* [ABOUT THIS EXERCISE]:
Leaving the images out, output each entry below exactly.

(Dataset entries)
══════════════════════════════
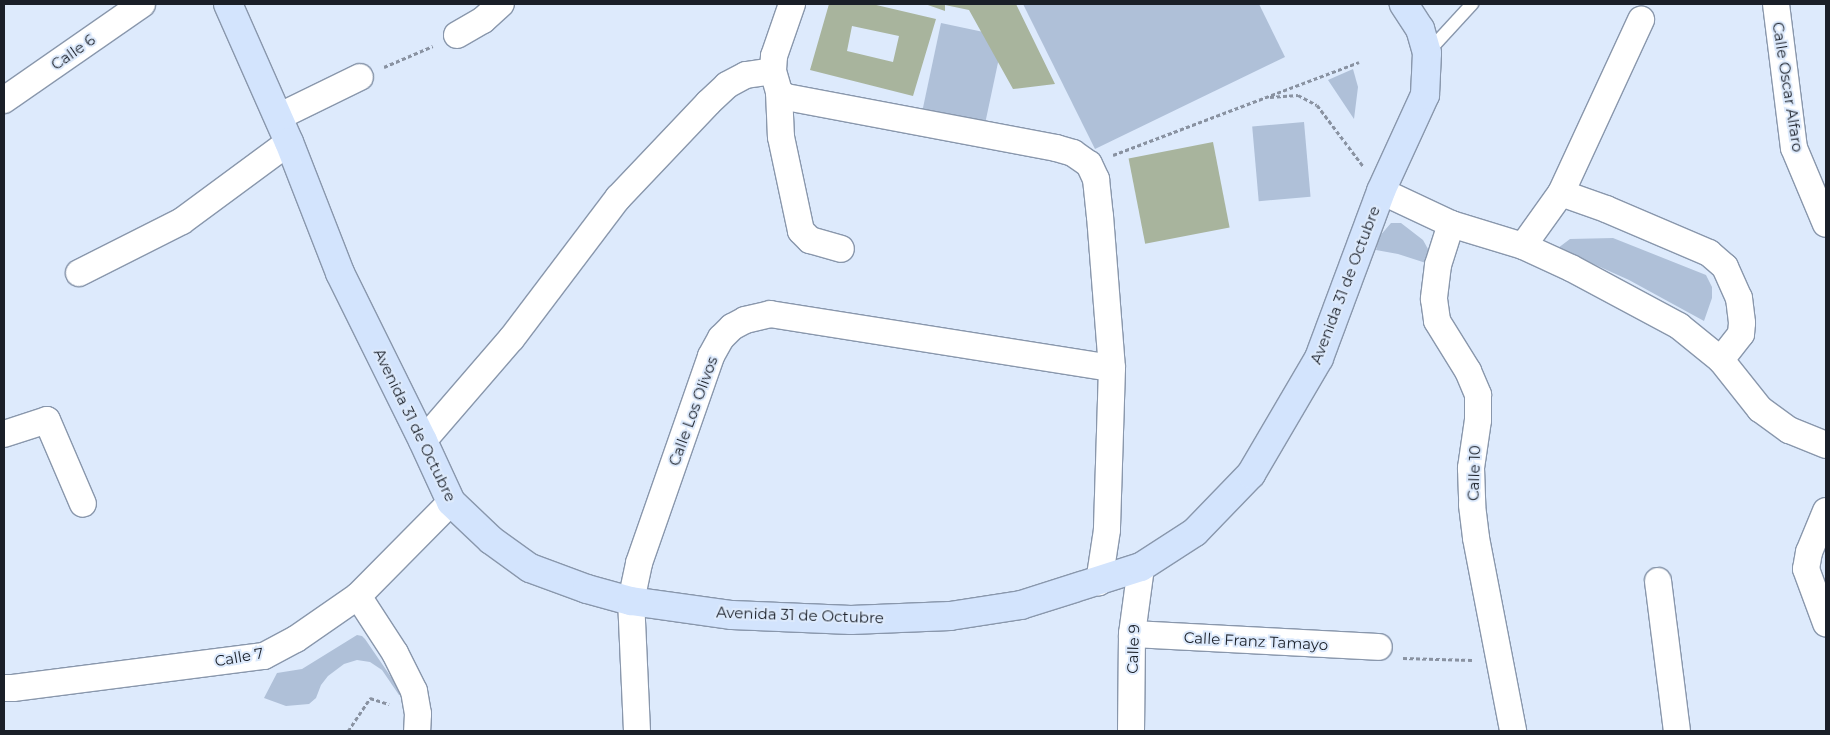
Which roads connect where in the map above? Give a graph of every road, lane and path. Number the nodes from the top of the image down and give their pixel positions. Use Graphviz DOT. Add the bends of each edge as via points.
graph roads {
  1 [pos="142,4"];
  2 [pos="228,4"];
  3 [pos="501,4"];
  4 [pos="792,4"];
  5 [pos="1404,4"];
  6 [pos="1472,4"];
  7 [pos="1776,4"];
  8 [pos="1641,20"];
  9 [pos="457,35"];
  10 [pos="1427,54"];
  11 [pos="1358,62"];
  12 [pos="360,77"];
  13 [pos="776,82"];
  14 [pos="1265,98"];
  15 [pos="4,100"];
  16 [pos="278,117"];
  17 [pos="289,142"];
  18 [pos="1089,164"];
  19 [pos="1382,191"];
  20 [pos="1561,193"];
  21 [pos="1451,224"];
  22 [pos="1826,224"];
  23 [pos="1523,246"];
  24 [pos="841,249"];
  25 [pos="79,273"];
  26 [pos="1721,360"];
  27 [pos="1112,368"];
  28 [pos="4,434"];
  29 [pos="423,441"];
  30 [pos="1826,445"];
  31 [pos="450,502"];
  32 [pos="83,504"];
  33 [pos="1826,511"];
  34 [pos="1141,567"];
  35 [pos="1658,581"];
  36 [pos="1099,582"];
  37 [pos="358,596"];
  38 [pos="631,601"];
  39 [pos="1826,623"];
  40 [pos="1132,634"];
  41 [pos="1387,652"];
  42 [pos="1499,660"];
  43 [pos="4,688"];
  44 [pos="418,723"];
  45 [pos="348,731"];
  46 [pos="637,731"];
  47 [pos="1131,731"];
  48 [pos="1513,731"];
  49 [pos="1677,731"];
  1 -- 15 [label="street, Calle 6"];
  2 -- 16 [label="main road, Avenida 31 de Octubre"];
  3 -- 9 [label="street" via="483,20"];
  4 -- 13 [label="street" via="774,56"];
  5 -- 10 [label="main road, Avenida 31 de Octubre" via="1420,29"];
  6 -- 10 [label="lane"];
  7 -- 22 [label="street, Calle Oscar Alfaro" via="1794,148"];
  8 -- 20 [label="street"];
  9 -- 12 [label="path"];
  10 -- 19 [label="main road, Avenida 31 de Octubre" via="1425,95"];
  11 -- 14 [label="path"];
  12 -- 16 [label="street"];
  13 -- 18 [label="street" via="786,97 1056,148 1073,153"];
  13 -- 24 [label="street" via="781,137 801,231 810,240"];
  13 -- 29 [label="street" via="746,75 728,85 708,103 618,198 512,338"];
  14 -- 18 [label="path"];
  14 -- 19 [label="path" via="1298,95 1317,105"];
  16 -- 17 [label="main road, Avenida 31 de Octubre"];
  17 -- 25 [label="street" via="182,221"];
  17 -- 29 [label="main road, Avenida 31 de Octubre" via="340,273"];
  18 -- 27 [label="street" via="1096,179"];
  19 -- 21 [label="street, Avenida 31 de Octubre"];
  19 -- 34 [label="main road, Avenida 31 de Octubre" via="1319,358 1251,474 1195,532"];
  20 -- 23 [label="street"];
  20 -- 26 [label="street" via="1709,253 1725,268 1739,298 1742,323 1741,334"];
  21 -- 23 [label="street, Avenida 31 de Octubre"];
  21 -- 42 [label="street, Calle 10" via="1438,265 1434,299 1437,321 1468,371 1478,395 1471,468 1472,505"];
  23 -- 26 [label="street, Avenida 31 de Octubre" via="1679,326"];
  26 -- 30 [label="street, Avenida 31 de Octubre" via="1760,409 1789,430"];
  27 -- 36 [label="street" via="1107,530"];
  27 -- 38 [label="street, Calle Los Olivos" via="801,318 770,314 745,320 721,338 711,356 639,563"];
  28 -- 32 [label="street" via="47,420"];
  29 -- 31 [label="main road, Avenida 31 de Octubre"];
  31 -- 37 [label="street, Calle 7"];
  31 -- 38 [label="main road, Avenida 31 de Octubre" via="491,540 530,568"];
  33 -- 39 [label="street" via="1809,552 1806,569"];
  34 -- 36 [label="main road, Avenida 31 de Octubre"];
  34 -- 40 [label="street, Calle 9"];
  35 -- 49 [label="street"];
  36 -- 38 [label="main road, Avenida 31 de Octubre" via="1012,607 950,616 851,620 732,615"];
  37 -- 43 [label="street, Calle 7" via="296,639 264,656"];
  37 -- 44 [label="street" via="395,653 414,690"];
  38 -- 46 [label="street, Calle Los Olivos"];
  40 -- 41 [label="street, Calle Franz Tamayo"];
  40 -- 47 [label="street, Calle 9"];
  41 -- 42 [label="path"];
  42 -- 48 [label="street, Calle 10"];
  44 -- 45 [label="path" via="370,698"];
}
══════════════════════════════
* [ANSWER TO THIS PROBLEM]:
Which roads connect where in the map above? Give a graph of every road, lane and path. Number the nodes from the top of the image down and give their pixel positions. Use Graphviz DOT. Add the bends of each edge as via points.
graph roads {
  1 [pos="142,4"];
  2 [pos="228,4"];
  3 [pos="501,4"];
  4 [pos="792,4"];
  5 [pos="1404,4"];
  6 [pos="1472,4"];
  7 [pos="1776,4"];
  8 [pos="1641,20"];
  9 [pos="457,35"];
  10 [pos="1427,54"];
  11 [pos="1358,62"];
  12 [pos="360,77"];
  13 [pos="776,82"];
  14 [pos="1265,98"];
  15 [pos="4,100"];
  16 [pos="278,117"];
  17 [pos="289,142"];
  18 [pos="1089,164"];
  19 [pos="1382,191"];
  20 [pos="1561,193"];
  21 [pos="1451,224"];
  22 [pos="1826,224"];
  23 [pos="1523,246"];
  24 [pos="841,249"];
  25 [pos="79,273"];
  26 [pos="1721,360"];
  27 [pos="1112,368"];
  28 [pos="4,434"];
  29 [pos="423,441"];
  30 [pos="1826,445"];
  31 [pos="450,502"];
  32 [pos="83,504"];
  33 [pos="1826,511"];
  34 [pos="1141,567"];
  35 [pos="1658,581"];
  36 [pos="1099,582"];
  37 [pos="358,596"];
  38 [pos="631,601"];
  39 [pos="1826,623"];
  40 [pos="1132,634"];
  41 [pos="1387,652"];
  42 [pos="1499,660"];
  43 [pos="4,688"];
  44 [pos="418,723"];
  45 [pos="348,731"];
  46 [pos="637,731"];
  47 [pos="1131,731"];
  48 [pos="1513,731"];
  49 [pos="1677,731"];
  1 -- 15 [label="street, Calle 6"];
  2 -- 16 [label="main road, Avenida 31 de Octubre"];
  3 -- 9 [label="street" via="483,20"];
  4 -- 13 [label="street" via="774,56"];
  5 -- 10 [label="main road, Avenida 31 de Octubre" via="1420,29"];
  6 -- 10 [label="lane"];
  7 -- 22 [label="street, Calle Oscar Alfaro" via="1794,148"];
  8 -- 20 [label="street"];
  9 -- 12 [label="path"];
  10 -- 19 [label="main road, Avenida 31 de Octubre" via="1425,95"];
  11 -- 14 [label="path"];
  12 -- 16 [label="street"];
  13 -- 18 [label="street" via="786,97 1056,148 1073,153"];
  13 -- 24 [label="street" via="781,137 801,231 810,240"];
  13 -- 29 [label="street" via="746,75 728,85 708,103 618,198 512,338"];
  14 -- 18 [label="path"];
  14 -- 19 [label="path" via="1298,95 1317,105"];
  16 -- 17 [label="main road, Avenida 31 de Octubre"];
  17 -- 25 [label="street" via="182,221"];
  17 -- 29 [label="main road, Avenida 31 de Octubre" via="340,273"];
  18 -- 27 [label="street" via="1096,179"];
  19 -- 21 [label="street, Avenida 31 de Octubre"];
  19 -- 34 [label="main road, Avenida 31 de Octubre" via="1319,358 1251,474 1195,532"];
  20 -- 23 [label="street"];
  20 -- 26 [label="street" via="1709,253 1725,268 1739,298 1742,323 1741,334"];
  21 -- 23 [label="street, Avenida 31 de Octubre"];
  21 -- 42 [label="street, Calle 10" via="1438,265 1434,299 1437,321 1468,371 1478,395 1471,468 1472,505"];
  23 -- 26 [label="street, Avenida 31 de Octubre" via="1679,326"];
  26 -- 30 [label="street, Avenida 31 de Octubre" via="1760,409 1789,430"];
  27 -- 36 [label="street" via="1107,530"];
  27 -- 38 [label="street, Calle Los Olivos" via="801,318 770,314 745,320 721,338 711,356 639,563"];
  28 -- 32 [label="street" via="47,420"];
  29 -- 31 [label="main road, Avenida 31 de Octubre"];
  31 -- 37 [label="street, Calle 7"];
  31 -- 38 [label="main road, Avenida 31 de Octubre" via="491,540 530,568"];
  33 -- 39 [label="street" via="1809,552 1806,569"];
  34 -- 36 [label="main road, Avenida 31 de Octubre"];
  34 -- 40 [label="street, Calle 9"];
  35 -- 49 [label="street"];
  36 -- 38 [label="main road, Avenida 31 de Octubre" via="1012,607 950,616 851,620 732,615"];
  37 -- 43 [label="street, Calle 7" via="296,639 264,656"];
  37 -- 44 [label="street" via="395,653 414,690"];
  38 -- 46 [label="street, Calle Los Olivos"];
  40 -- 41 [label="street, Calle Franz Tamayo"];
  40 -- 47 [label="street, Calle 9"];
  41 -- 42 [label="path"];
  42 -- 48 [label="street, Calle 10"];
  44 -- 45 [label="path" via="370,698"];
}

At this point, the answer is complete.